The equipment must also be easily deep cleaned. This includes materials that are resilient to UV and detergents, but also minimize pores, cracks or other surface defects that can harbor contaminants. New material and manufacturing methods are delivering reduced contaminant adherence, self-cleaning or anti-microbial surfaces.

There must also be consideration for the robots' power supply and materials needs. Stationary robots are perhaps best situated along the perimeter of the clean room, so that cabling and other fittings can rest outside the clean room. Battery powered mobile robots are another option. Autonomous mobile cobots (AMCs) or compound robots improve dynamic cleanroom workflows by taking over transport and material placement roles.

For instance, Hanwha's collaborative robot lineup has received ISO Class 2 certification, making it suitable for highly controlled environments. Manufacturers such as Universal Robots, KUKA and Stäubli have introduced cobots with materials and lubricants that minimize outgassing, which is a common micro-contaminant concern in cleanrooms. These robots also feature cleanroom-optimized cabling and coverings to support compliance with ISO and GMP (Good Manufacturing Practice) standards.

Advanced sensing increases application range

Increasingly, cobots in general are equipped with advanced sensors, cameras/visual processing and artificial intelligence (AI)-powered processors that allow for real-time environmental adaptability. These technologies enable cobots to operate in close proximity to humans, identify and manipulate delicate components, and undertake exacting QA.

AI integration is also enabling predictive maintenance and process optimization. Engineers and operators can have high predictability about machine throughput and maintenance status, thanks to historical data sets that improve analysis over time. The result is a machine that has maximum uptime and reliable productivity.

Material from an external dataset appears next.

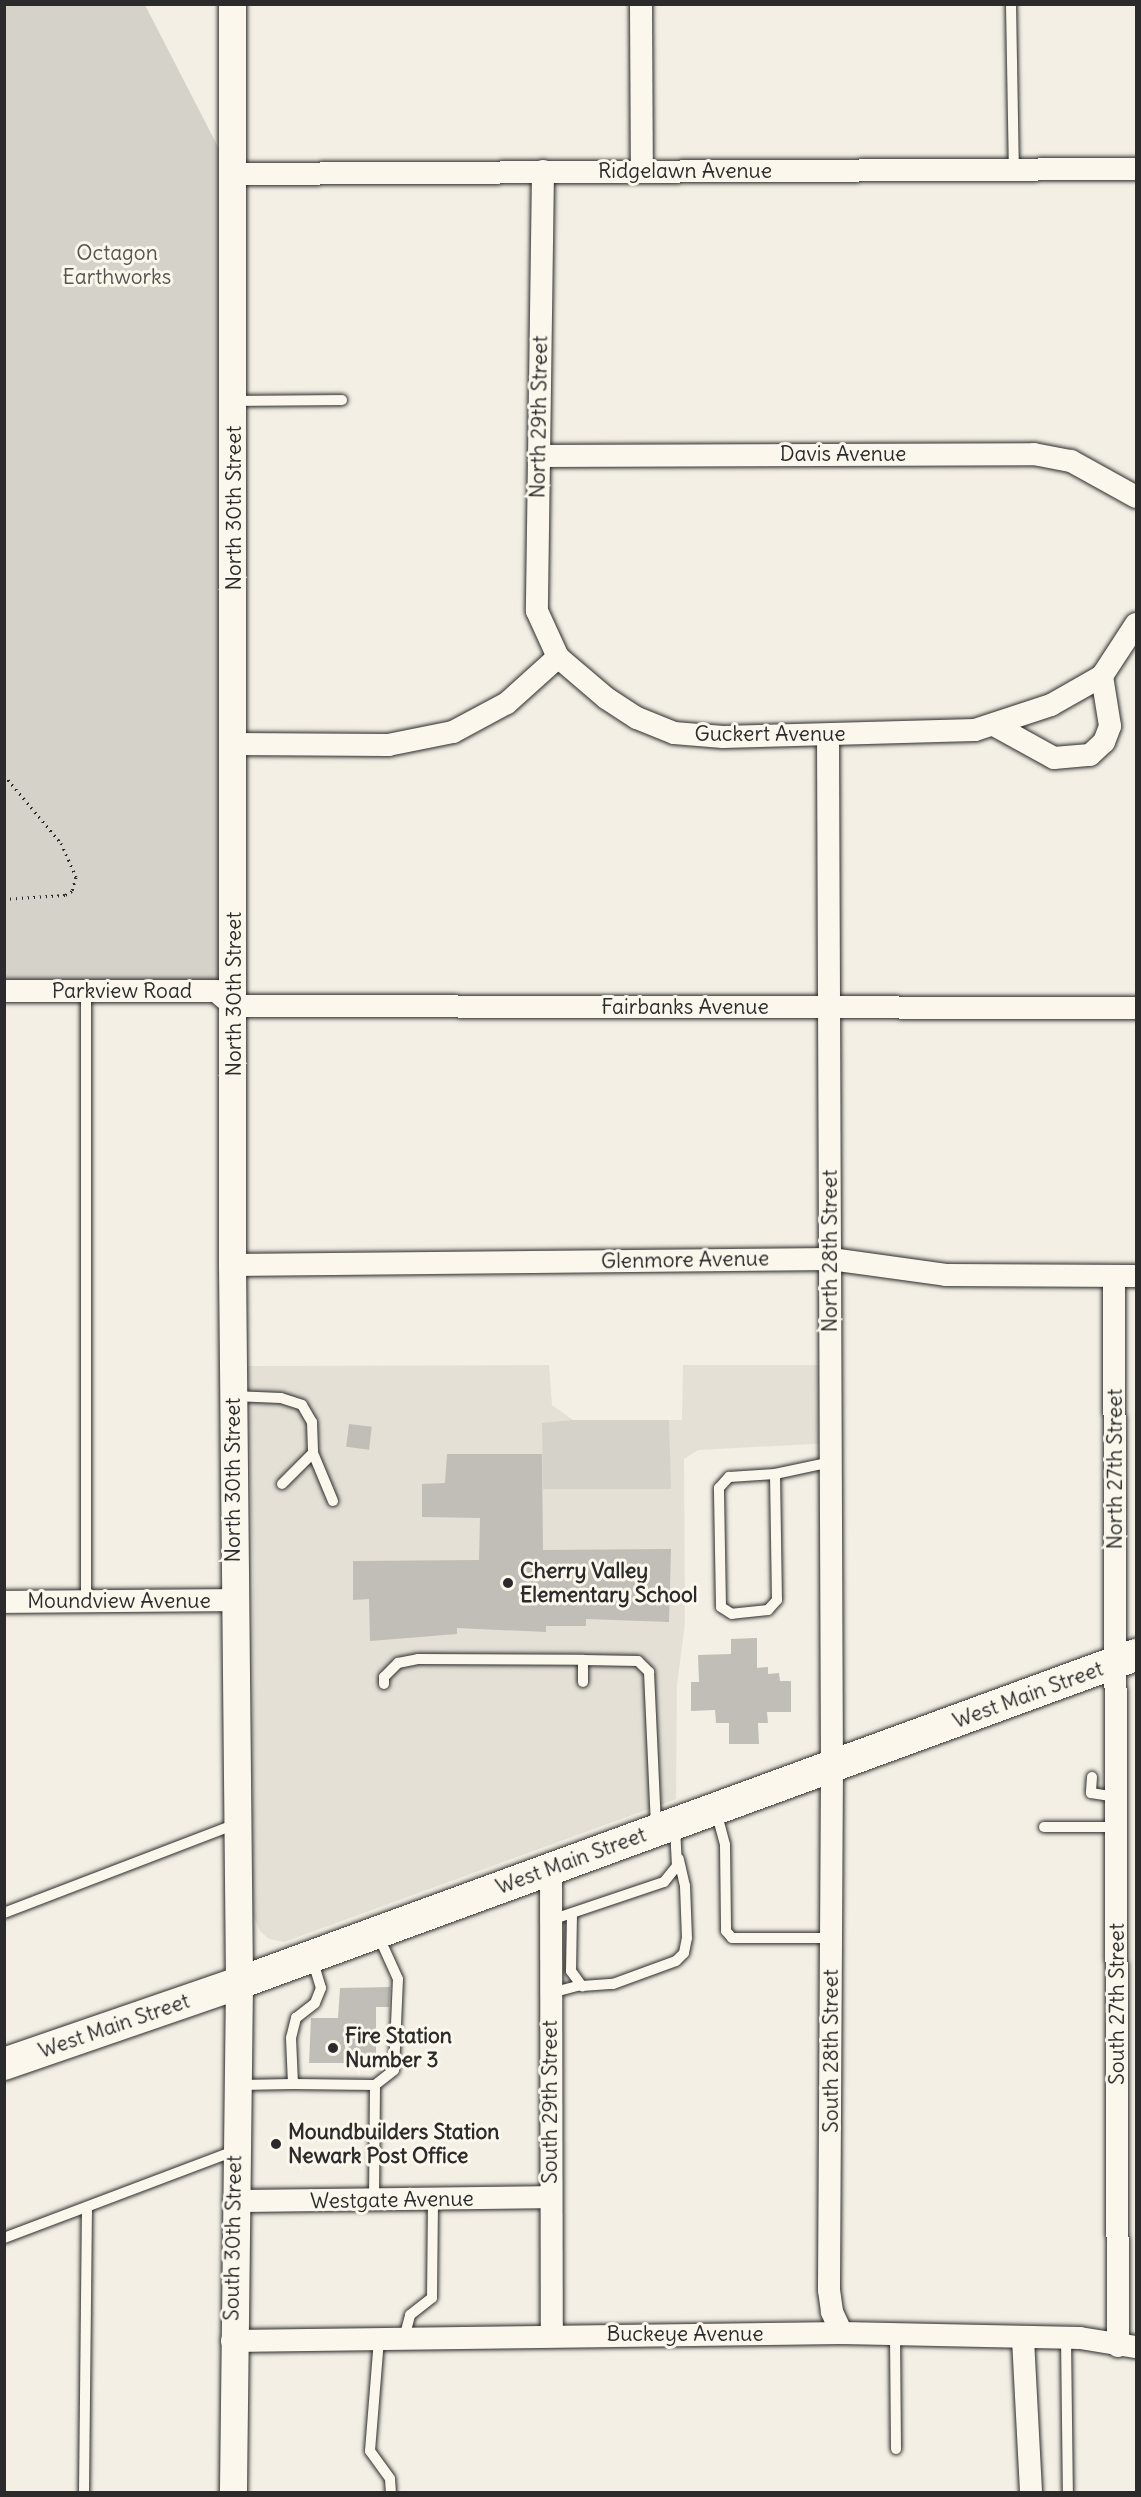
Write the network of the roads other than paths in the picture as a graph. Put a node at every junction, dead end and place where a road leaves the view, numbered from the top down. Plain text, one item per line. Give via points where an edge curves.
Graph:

Two fundamental clean-room operations that are enhanced by use of cobots are wafer handling in lithography production and sterile handling in pharma production. Both of these functions enhance output quality and remove people from essentially mundane transport operations.

Traditionally, cobots in cleanroom environments were limited by payload capacity. That is changing with the introduction of high-payload collaborative models like the FANUC CR cobots, which can handle up to 50 kg. This enables the handling of heavier components, expanding accessible roles from inspection to full assembly and transport tasks. This means they can also handle heavy objects, like chip die castings.

Higher payloads also mean that cobots can be equipped with more sophisticated tooling and end-effectors, including vacuum grippers and force-torque sensors tailored for delicate or sterile handling. Advanced haptics allow increasingly delicate manipulation of materials and components with greater error detection, awareness and correction.

Performing tasks like micro-welding, optical alignment, or mounting surface-mount technology (SMT) components on circuit boards are increasingly handled by cobots. A task like welding, if carried out by hand, is physically strenuous and can be anxiety-inducing when working on sensitive, microscopic components. Cobots are adept at this type of task and role.

Finally, upon completion of chips and pharma products, flexible cobots are increasingly integrated in automated box loading, foil sealing and blister packing with consistent accuracy and cleanliness. In these and diverse other roles, cobots offer both repeatability and scalability.

Future Outlook

The archetypal image of the dirty robot - one that is greasy, covered in dirt and hauling raw materials - is outdated. As more companies seek to reduce labor costs and improve quality, automated clean rooms exploiting cobot technologies offer a glimpse of what's to come.

The demand for cobots in cleanrooms is undergoing growth in sectors like pharmaceuticals, where precision and sterility are critical, and in semiconductor fabrication, which demands extreme cleanliness and reliability.

Another archetype of robots: they're here to take jobs. Did you know the number one source of contaminants in clean rooms are the human personnel? Cleanroom environmental control would be more stable without the presence of humans at all.

These ideas will continue to push the boundaries of what cobots can achieve in controlled environments, making them increasingly important assets in next-generation manufacturing.